Infinitely Losing My Edge
Yeah, I'm losing my edge.
I'm losing my edge.
The kids are coming up from behind.
I'm losing my edge.
I'm losing my edge to the kids from Tanzania and from Tehran.
But I was there.
I was there in 1971.
I was there at the first Neu! show in Düsseldorf.
I'm losing my edge.
I'm losing my edge to the kids whose footsteps I hear when they get on the decks.
I'm losing my edge to the internet seekers who can tell me every member of every good group from 1965 to 1978.
I'm losing my edge.
To all the kids in Accra and Delhi.
I'm losing my edge to the art-school Copenhagen kids in little jackets and borrowed nostalgia for the unremembered nineties.
I'm losing my edge.
I'm losing my edge.
I can hear the footsteps every night on the decks.
But I was there.
I was there in at the first Suicide practice in a loft in New York.
I was working on the güiro sounds with much patience.
I was there when Captain Beefheart started up his first band.
I told him, "Don't do it that way. You'll never make a dime."
I was there.
I was the first guy playing Dr. Dre and Snoop Doggy Dog to the funk kids.
I played it at the 40 Watt.
Everybody thought I was crazy.
We all know.
I was there.
I was there.
I've never been wrong.
But I'm losing my edge to better-looking people with better ideas and more talent.
And they're actually really, really nice.
I'm losing my edge.
I heard you have a compilation of every good song ever done by anybody.

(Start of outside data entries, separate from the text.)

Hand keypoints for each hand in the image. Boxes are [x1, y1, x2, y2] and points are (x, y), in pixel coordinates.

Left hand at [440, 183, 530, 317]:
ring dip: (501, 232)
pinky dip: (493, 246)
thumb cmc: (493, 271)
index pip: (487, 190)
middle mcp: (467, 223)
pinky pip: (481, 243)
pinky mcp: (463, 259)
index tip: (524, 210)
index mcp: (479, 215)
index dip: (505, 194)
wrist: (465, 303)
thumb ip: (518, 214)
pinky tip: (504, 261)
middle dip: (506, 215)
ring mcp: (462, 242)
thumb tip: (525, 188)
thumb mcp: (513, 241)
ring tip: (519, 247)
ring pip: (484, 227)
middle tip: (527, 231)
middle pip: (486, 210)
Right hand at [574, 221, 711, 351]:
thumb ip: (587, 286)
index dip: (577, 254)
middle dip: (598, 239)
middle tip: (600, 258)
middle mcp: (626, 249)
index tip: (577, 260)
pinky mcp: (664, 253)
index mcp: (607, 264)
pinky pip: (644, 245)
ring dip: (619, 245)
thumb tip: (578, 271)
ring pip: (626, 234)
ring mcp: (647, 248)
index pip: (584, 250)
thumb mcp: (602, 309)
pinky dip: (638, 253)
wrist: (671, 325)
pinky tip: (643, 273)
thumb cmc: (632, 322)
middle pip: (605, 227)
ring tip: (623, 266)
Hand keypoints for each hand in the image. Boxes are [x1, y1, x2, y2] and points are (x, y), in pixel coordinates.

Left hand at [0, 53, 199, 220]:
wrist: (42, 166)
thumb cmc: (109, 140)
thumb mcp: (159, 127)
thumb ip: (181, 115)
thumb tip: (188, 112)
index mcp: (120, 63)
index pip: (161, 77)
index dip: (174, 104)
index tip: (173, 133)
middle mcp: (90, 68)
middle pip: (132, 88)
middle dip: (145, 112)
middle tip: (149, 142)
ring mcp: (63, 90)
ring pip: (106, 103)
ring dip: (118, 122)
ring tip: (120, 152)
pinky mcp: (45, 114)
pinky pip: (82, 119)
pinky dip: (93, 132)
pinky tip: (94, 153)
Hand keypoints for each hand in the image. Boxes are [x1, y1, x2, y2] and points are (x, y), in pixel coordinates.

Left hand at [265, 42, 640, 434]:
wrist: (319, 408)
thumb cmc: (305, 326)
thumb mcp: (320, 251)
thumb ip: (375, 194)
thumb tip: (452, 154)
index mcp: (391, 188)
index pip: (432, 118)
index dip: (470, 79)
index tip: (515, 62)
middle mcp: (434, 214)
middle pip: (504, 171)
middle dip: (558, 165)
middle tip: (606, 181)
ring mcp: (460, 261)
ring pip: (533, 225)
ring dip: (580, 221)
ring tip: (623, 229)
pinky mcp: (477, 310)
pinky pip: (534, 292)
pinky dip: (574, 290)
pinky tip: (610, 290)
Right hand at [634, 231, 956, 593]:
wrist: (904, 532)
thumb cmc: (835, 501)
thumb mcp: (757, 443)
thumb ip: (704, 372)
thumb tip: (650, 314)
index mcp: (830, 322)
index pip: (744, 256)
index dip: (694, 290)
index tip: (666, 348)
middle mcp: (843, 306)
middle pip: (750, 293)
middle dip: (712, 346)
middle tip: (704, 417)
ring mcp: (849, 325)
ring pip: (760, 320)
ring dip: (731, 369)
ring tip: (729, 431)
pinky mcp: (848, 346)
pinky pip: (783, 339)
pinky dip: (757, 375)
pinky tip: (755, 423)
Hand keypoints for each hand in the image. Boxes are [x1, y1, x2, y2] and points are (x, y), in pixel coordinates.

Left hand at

Every great song by The Offenders. All the underground hits.
All Be Bop Deluxe tracks. I heard you have a vinyl of every Al Stewart record on German import.

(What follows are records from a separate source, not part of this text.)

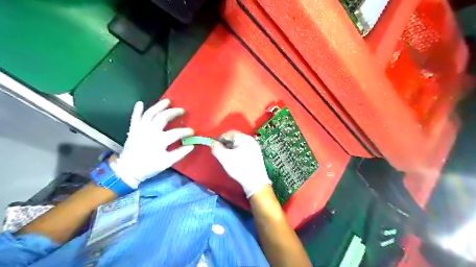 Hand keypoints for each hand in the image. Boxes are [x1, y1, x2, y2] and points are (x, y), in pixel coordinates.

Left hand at [111, 100, 194, 187]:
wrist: (128, 170)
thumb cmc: (149, 167)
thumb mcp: (166, 163)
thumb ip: (179, 154)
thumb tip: (191, 146)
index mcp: (159, 141)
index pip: (176, 133)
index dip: (186, 131)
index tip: (192, 131)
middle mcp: (150, 132)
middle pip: (163, 117)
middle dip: (174, 112)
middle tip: (182, 110)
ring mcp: (140, 129)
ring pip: (150, 113)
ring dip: (158, 106)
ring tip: (167, 101)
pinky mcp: (133, 130)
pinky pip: (134, 117)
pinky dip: (137, 110)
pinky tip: (140, 103)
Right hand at [212, 130, 271, 196]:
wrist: (255, 181)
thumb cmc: (239, 167)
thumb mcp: (224, 157)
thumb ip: (216, 148)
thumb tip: (213, 143)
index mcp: (243, 137)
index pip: (229, 133)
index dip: (220, 138)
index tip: (215, 147)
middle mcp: (251, 139)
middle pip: (235, 138)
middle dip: (226, 143)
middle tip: (221, 152)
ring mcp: (255, 147)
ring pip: (240, 144)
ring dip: (232, 148)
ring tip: (227, 157)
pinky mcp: (257, 154)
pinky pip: (245, 149)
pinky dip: (238, 152)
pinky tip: (236, 160) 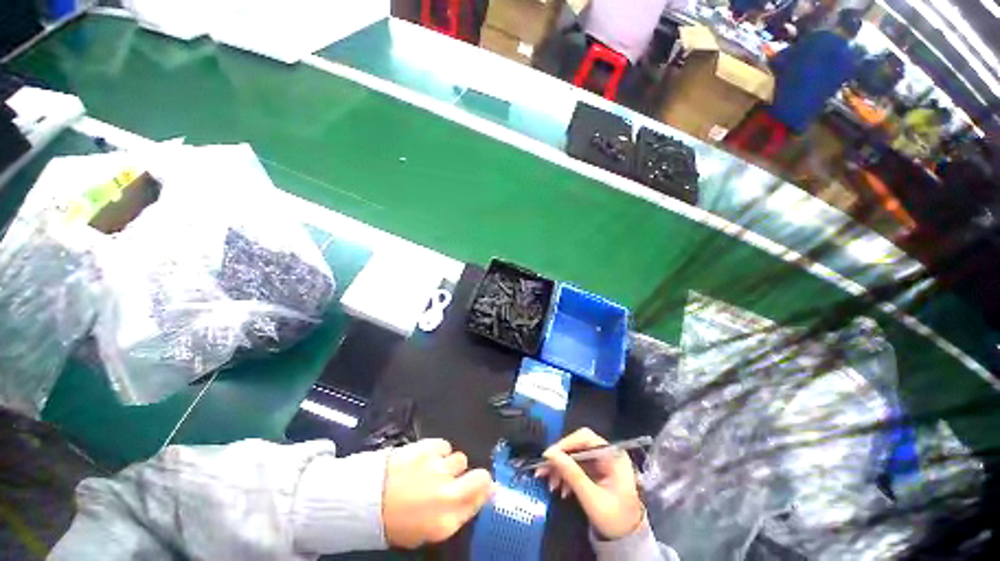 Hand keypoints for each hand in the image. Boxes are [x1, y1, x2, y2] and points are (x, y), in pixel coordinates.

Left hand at [382, 439, 493, 547]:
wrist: (365, 499)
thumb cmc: (395, 521)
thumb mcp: (426, 530)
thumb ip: (455, 514)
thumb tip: (477, 497)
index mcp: (447, 521)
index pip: (480, 501)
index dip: (481, 493)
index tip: (477, 489)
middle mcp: (448, 494)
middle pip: (481, 477)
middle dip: (478, 477)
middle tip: (462, 477)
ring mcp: (439, 468)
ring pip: (460, 459)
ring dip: (449, 464)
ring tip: (433, 469)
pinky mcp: (428, 448)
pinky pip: (444, 446)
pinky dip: (438, 451)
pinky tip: (425, 458)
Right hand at [536, 428, 643, 540]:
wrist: (627, 539)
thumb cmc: (615, 519)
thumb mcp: (592, 499)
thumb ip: (572, 474)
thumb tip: (550, 454)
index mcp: (613, 456)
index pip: (585, 438)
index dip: (565, 444)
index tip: (548, 455)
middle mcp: (607, 453)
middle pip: (578, 445)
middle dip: (560, 458)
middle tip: (543, 469)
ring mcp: (601, 462)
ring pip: (574, 455)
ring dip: (560, 468)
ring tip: (550, 483)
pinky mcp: (595, 470)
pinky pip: (576, 465)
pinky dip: (566, 474)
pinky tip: (560, 488)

I heard that you have a white label of every seminal punk hit - 1985, '86, '87.
I heard that you have a CD compilation of every good '50s cut and another box set from the '70s.
I hear you're buying a marimba and a harpsichord and are throwing your macbook out the window because you want to make something real. You want to make a Boogie Down Productions record.
I hear that you and your band have sold your linndrum and bought a rhodes.
I hear that you and your band have sold your rhodes and bought a linndrum.
I hear everybody that you know is more relevant than everybody that I know.
But have you seen my records?
The Electric Prunes,
Lindisfarne,
Average White Band,
The Dave Clark Five,
The Last Poets,
The Standells,
Joe Smooth,
The Velvet Underground,
Sixth Finger,
Pole,
John Foxx,
Bluetip,
Gong,
Chris & Cosey,
Larry & the Blue Notes,
Cybotron,
Sarah Menescal,
Soul II Soul,
Peter & Gordon,
Eyeless In Gaza,
Traffic Nightmare,
Simply Red,
Kerri Chandler,
Kevin Saunderson,
Adolescents,
Isaac Hayes,
Teenage Jesus and the Jerks,
Wally Richardson,
The Birthday Party,
Rakim,
Qualms,
Eden Ahbez,
Banda Bassotti,
LL Cool J,
The Slackers,
Symarip,
Eric Copeland,
The Grass Roots,
Goldenarms,
Fugazi,
Skriet,
Stetsasonic,
Television,
Neu!,
a-ha,
Richard Hell and the Voidoids,
Interpol,
Joe Finger,
Matthew Halsall,
Girls At Our Best!,
Rod Modell,
The Alarm Clocks,
The Evens,
Los Fastidios,
Pulsallama,
Bush Tetras,
Radiohead,
The New Christs,
Junior Murvin,
Joyce Sims,
Y Pants,
The Moody Blues,
Duran Duran, Duran Duran, Duran Duran, Duran Duran.
You don't know what you really want.
You don't know what you really want.
You don't know what you really want.
You don't know what you really want.
You don't know what you really want.
You don't know what you really want.
You don't know what you really want.
You don't know what you really want.
You don't know what you really want.
You don't know what you really want.
You don't know what you really want.
You don't know what you really want.
You don't know what you really want.
You don't know what you really want.
You don't know what you really want.